*Materials provided*.
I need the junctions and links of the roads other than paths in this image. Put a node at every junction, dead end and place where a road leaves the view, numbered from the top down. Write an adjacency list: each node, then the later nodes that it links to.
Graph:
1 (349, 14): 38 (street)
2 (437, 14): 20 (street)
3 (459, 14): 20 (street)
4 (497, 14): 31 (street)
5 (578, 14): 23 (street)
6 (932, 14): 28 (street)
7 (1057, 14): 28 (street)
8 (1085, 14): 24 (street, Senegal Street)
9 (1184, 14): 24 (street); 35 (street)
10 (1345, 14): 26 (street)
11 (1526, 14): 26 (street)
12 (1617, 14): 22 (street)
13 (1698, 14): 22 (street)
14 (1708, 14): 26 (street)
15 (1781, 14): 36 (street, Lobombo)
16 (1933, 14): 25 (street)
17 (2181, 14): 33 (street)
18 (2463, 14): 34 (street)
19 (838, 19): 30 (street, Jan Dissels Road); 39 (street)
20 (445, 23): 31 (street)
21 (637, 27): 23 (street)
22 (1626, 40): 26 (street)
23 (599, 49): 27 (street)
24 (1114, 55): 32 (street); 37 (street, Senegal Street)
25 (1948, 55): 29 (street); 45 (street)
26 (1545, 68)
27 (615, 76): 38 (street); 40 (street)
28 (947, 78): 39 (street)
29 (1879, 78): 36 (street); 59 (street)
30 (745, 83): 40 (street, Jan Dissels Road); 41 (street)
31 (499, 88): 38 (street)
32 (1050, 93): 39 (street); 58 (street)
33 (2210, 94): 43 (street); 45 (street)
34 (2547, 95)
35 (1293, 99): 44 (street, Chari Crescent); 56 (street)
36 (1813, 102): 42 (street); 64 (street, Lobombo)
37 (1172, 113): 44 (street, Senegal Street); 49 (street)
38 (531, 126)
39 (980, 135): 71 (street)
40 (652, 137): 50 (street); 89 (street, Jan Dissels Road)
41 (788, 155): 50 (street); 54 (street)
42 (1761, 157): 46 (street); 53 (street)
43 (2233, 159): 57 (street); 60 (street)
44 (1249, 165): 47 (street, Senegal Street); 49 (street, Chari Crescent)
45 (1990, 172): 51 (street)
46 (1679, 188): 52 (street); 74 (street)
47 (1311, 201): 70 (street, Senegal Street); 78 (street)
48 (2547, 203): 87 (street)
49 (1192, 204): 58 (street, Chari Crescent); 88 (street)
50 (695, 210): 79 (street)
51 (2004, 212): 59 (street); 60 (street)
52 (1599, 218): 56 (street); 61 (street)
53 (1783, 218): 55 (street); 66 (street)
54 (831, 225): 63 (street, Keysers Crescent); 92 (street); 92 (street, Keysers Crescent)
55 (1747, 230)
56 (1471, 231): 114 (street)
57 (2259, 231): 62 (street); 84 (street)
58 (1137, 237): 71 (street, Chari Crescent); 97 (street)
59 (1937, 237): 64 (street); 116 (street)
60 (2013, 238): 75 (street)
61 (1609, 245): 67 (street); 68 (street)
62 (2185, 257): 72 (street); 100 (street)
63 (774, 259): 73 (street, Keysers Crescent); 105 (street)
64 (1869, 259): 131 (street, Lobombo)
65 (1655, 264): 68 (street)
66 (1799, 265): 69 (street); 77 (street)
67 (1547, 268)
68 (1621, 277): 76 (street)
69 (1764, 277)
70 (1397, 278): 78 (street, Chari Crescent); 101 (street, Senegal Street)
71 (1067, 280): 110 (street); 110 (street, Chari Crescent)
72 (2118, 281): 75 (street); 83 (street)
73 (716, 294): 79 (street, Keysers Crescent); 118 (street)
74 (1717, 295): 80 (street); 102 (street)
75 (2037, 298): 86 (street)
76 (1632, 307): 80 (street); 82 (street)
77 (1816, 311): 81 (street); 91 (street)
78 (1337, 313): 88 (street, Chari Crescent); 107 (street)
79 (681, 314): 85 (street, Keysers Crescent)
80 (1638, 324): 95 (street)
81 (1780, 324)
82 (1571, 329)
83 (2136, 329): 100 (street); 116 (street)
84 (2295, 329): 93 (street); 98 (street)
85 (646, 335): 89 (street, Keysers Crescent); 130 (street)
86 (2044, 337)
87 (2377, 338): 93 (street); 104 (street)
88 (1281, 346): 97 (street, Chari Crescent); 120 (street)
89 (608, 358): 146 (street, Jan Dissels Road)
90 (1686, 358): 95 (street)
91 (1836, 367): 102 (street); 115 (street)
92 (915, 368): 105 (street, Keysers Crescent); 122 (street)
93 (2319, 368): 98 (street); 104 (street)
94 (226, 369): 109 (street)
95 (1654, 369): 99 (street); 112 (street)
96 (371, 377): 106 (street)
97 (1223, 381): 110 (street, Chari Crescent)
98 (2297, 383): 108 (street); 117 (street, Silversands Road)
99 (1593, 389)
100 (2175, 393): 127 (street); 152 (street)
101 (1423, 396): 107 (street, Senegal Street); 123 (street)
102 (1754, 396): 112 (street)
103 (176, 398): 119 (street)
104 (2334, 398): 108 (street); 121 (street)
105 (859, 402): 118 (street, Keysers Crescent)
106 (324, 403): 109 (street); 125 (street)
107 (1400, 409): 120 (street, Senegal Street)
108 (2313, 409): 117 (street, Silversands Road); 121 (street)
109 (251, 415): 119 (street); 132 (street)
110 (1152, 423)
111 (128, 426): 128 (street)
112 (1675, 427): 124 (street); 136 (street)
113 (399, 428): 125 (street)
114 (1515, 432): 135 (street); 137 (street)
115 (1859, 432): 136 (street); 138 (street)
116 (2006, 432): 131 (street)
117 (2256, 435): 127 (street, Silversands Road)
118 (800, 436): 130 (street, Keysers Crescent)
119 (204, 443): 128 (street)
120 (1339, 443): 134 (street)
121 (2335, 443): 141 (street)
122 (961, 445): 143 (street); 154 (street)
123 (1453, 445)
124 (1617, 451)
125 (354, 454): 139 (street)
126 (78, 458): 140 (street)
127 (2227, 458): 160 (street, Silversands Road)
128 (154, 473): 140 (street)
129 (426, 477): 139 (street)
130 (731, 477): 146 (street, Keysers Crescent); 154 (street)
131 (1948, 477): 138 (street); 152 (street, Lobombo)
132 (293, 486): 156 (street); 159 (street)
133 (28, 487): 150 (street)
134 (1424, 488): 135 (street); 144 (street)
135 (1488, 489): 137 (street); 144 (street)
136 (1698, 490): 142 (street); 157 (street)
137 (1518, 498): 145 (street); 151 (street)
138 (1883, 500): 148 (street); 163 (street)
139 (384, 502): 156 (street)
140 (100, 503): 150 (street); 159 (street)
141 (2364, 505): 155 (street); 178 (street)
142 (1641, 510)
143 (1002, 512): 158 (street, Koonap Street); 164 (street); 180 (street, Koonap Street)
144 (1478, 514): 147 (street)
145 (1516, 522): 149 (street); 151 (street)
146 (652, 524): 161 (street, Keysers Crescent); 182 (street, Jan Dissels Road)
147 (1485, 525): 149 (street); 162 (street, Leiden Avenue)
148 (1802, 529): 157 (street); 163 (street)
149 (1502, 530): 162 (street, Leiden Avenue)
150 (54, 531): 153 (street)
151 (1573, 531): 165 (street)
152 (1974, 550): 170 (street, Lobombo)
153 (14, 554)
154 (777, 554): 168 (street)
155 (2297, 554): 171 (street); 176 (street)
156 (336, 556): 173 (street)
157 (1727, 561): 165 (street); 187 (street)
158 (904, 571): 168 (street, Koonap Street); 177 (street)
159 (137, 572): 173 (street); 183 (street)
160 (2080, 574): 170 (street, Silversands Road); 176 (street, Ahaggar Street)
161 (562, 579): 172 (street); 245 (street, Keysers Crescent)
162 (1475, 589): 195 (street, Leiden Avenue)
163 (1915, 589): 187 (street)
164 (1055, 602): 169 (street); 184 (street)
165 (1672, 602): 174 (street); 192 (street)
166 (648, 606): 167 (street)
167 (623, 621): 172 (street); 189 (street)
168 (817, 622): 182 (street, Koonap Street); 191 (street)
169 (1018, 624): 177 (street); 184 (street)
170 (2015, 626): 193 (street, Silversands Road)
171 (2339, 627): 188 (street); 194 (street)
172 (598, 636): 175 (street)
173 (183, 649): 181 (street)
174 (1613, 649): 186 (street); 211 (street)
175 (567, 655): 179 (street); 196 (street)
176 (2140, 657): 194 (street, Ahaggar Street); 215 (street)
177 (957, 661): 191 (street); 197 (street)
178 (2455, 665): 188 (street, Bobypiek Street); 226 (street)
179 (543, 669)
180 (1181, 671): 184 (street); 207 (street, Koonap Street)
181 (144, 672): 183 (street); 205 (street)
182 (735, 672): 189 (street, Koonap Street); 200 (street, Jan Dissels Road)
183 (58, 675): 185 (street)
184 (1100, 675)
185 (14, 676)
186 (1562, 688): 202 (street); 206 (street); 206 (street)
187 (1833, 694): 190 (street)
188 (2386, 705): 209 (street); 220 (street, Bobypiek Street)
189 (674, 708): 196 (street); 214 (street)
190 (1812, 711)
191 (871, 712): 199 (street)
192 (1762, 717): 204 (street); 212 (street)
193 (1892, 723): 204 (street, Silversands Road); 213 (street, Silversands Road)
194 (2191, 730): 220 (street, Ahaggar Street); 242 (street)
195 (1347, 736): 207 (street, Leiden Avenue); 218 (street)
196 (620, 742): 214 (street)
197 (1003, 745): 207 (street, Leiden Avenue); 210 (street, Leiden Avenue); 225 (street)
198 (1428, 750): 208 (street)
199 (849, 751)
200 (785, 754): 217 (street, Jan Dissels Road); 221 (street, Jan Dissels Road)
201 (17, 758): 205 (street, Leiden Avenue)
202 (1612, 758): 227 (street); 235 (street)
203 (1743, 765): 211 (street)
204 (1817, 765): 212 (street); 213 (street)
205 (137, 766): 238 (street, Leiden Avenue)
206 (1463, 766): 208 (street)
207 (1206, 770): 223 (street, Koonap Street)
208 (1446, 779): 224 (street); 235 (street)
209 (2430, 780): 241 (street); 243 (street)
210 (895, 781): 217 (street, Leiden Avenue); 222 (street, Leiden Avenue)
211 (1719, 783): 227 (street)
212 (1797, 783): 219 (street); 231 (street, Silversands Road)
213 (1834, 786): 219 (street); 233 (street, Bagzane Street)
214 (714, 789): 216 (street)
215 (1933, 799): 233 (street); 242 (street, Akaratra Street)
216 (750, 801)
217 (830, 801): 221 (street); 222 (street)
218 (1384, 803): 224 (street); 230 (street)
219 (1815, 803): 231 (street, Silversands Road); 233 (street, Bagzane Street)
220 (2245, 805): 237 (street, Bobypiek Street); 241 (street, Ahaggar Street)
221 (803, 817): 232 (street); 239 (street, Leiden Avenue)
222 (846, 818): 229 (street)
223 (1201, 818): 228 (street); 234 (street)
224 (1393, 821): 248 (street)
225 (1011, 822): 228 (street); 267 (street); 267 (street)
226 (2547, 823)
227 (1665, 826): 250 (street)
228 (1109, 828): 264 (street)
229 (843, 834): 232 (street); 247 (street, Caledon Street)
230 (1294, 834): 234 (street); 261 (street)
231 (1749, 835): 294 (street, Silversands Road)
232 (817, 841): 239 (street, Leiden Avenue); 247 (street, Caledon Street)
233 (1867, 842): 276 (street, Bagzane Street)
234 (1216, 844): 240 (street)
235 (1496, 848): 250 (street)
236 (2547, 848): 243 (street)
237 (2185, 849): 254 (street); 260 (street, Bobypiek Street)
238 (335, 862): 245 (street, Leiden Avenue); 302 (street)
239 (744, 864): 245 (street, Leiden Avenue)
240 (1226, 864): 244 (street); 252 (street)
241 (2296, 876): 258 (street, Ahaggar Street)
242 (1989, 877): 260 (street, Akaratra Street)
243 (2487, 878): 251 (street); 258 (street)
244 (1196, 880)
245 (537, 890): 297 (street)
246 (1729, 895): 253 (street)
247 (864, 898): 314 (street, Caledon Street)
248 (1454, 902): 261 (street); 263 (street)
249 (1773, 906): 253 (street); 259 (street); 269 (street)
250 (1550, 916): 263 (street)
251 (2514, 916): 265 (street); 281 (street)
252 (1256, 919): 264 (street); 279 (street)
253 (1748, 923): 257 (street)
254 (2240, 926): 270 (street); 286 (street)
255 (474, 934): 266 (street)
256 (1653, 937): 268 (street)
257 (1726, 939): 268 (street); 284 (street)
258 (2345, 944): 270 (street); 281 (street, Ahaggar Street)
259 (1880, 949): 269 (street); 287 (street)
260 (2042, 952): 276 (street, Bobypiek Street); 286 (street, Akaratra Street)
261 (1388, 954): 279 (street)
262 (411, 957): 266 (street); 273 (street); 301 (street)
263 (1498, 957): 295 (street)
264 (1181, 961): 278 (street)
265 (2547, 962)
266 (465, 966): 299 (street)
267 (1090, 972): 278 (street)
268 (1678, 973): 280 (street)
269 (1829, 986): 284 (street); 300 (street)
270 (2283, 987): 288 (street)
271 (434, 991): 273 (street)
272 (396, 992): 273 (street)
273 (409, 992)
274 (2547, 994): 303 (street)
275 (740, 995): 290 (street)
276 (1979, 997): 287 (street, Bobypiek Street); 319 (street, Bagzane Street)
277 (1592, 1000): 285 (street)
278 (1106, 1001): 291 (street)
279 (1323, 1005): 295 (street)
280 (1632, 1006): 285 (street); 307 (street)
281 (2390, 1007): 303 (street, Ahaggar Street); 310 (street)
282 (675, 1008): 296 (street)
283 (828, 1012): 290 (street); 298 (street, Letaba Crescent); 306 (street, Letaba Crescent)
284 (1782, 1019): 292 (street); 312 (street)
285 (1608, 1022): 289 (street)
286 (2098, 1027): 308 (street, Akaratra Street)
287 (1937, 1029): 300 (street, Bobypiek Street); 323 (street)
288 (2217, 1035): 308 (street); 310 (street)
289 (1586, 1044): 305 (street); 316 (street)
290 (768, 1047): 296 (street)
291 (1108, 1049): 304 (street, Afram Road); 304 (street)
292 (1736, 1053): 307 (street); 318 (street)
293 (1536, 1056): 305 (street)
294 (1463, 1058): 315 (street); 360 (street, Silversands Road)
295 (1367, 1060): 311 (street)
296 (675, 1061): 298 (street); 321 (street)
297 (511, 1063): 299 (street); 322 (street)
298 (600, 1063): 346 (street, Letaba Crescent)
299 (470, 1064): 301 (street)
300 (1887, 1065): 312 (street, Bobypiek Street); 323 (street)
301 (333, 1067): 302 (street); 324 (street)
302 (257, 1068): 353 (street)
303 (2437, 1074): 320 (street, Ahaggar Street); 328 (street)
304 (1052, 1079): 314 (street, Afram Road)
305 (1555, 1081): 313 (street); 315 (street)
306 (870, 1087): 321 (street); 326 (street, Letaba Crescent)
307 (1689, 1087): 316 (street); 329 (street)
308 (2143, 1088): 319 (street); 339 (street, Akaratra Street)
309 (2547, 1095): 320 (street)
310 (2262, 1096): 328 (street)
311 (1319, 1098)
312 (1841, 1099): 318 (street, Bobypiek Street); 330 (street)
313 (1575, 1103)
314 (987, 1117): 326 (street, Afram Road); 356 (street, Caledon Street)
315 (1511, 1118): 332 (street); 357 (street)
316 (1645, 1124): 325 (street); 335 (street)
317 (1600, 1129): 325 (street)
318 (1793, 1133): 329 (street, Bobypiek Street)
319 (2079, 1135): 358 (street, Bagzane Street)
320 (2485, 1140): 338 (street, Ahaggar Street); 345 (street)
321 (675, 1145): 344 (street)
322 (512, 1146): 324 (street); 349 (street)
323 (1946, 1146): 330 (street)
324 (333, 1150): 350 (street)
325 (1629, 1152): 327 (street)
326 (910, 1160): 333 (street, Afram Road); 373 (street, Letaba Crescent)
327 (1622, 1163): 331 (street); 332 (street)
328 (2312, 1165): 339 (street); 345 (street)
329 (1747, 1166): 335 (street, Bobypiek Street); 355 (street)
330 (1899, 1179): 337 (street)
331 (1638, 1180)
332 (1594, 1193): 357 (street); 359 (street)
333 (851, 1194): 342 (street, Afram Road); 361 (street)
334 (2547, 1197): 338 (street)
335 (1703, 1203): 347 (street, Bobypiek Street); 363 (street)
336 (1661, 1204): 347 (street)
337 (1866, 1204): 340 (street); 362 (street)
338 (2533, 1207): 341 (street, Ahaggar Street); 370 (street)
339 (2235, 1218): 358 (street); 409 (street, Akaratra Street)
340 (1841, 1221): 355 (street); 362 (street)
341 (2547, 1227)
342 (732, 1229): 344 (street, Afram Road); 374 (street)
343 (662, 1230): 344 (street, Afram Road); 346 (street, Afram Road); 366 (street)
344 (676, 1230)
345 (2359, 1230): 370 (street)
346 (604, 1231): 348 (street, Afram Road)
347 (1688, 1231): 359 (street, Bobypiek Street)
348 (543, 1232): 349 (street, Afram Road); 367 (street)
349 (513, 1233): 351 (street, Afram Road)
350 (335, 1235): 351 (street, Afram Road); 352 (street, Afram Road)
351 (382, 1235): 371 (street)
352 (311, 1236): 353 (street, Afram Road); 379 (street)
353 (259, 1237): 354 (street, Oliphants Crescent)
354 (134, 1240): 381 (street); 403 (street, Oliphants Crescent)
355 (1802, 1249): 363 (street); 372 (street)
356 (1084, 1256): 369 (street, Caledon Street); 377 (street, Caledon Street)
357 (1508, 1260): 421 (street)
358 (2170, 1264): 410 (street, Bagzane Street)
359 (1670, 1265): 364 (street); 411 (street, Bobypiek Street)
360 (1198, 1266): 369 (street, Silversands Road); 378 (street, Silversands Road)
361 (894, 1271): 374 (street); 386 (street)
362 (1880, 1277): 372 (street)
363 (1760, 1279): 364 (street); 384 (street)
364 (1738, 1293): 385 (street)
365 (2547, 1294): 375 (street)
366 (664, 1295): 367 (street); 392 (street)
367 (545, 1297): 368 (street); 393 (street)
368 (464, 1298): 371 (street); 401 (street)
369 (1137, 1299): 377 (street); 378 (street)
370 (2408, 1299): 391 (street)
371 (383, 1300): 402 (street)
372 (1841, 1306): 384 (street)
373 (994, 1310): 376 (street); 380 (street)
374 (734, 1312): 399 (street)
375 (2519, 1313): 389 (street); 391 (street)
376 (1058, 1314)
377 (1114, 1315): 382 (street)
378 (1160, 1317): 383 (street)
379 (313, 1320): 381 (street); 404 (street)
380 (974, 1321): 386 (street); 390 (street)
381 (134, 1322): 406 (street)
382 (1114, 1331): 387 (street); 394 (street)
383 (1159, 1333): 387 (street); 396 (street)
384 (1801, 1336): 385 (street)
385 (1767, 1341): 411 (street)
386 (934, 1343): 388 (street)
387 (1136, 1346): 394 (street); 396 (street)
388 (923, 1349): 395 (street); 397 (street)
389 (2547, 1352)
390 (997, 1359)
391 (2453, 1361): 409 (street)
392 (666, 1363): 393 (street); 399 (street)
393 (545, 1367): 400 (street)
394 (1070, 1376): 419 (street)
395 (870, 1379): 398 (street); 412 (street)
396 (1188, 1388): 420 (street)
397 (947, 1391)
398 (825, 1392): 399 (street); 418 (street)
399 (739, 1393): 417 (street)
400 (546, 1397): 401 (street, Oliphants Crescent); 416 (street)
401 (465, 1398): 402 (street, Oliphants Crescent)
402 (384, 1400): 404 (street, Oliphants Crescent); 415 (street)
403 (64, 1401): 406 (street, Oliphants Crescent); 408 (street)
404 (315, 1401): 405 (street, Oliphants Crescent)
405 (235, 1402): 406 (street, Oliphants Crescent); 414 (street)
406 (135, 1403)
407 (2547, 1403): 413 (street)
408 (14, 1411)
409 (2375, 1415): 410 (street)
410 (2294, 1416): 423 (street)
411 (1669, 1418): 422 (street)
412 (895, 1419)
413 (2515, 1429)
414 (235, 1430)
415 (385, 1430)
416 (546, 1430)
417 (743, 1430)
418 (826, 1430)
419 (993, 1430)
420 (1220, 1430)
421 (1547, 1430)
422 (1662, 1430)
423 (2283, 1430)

*What is needed*. For each line in the data above that contains the string "Oliphants", extract the line.

*Answer below*.
353 (259, 1237): 354 (street, Oliphants Crescent)
354 (134, 1240): 381 (street); 403 (street, Oliphants Crescent)
400 (546, 1397): 401 (street, Oliphants Crescent); 416 (street)
401 (465, 1398): 402 (street, Oliphants Crescent)
402 (384, 1400): 404 (street, Oliphants Crescent); 415 (street)
403 (64, 1401): 406 (street, Oliphants Crescent); 408 (street)
404 (315, 1401): 405 (street, Oliphants Crescent)
405 (235, 1402): 406 (street, Oliphants Crescent); 414 (street)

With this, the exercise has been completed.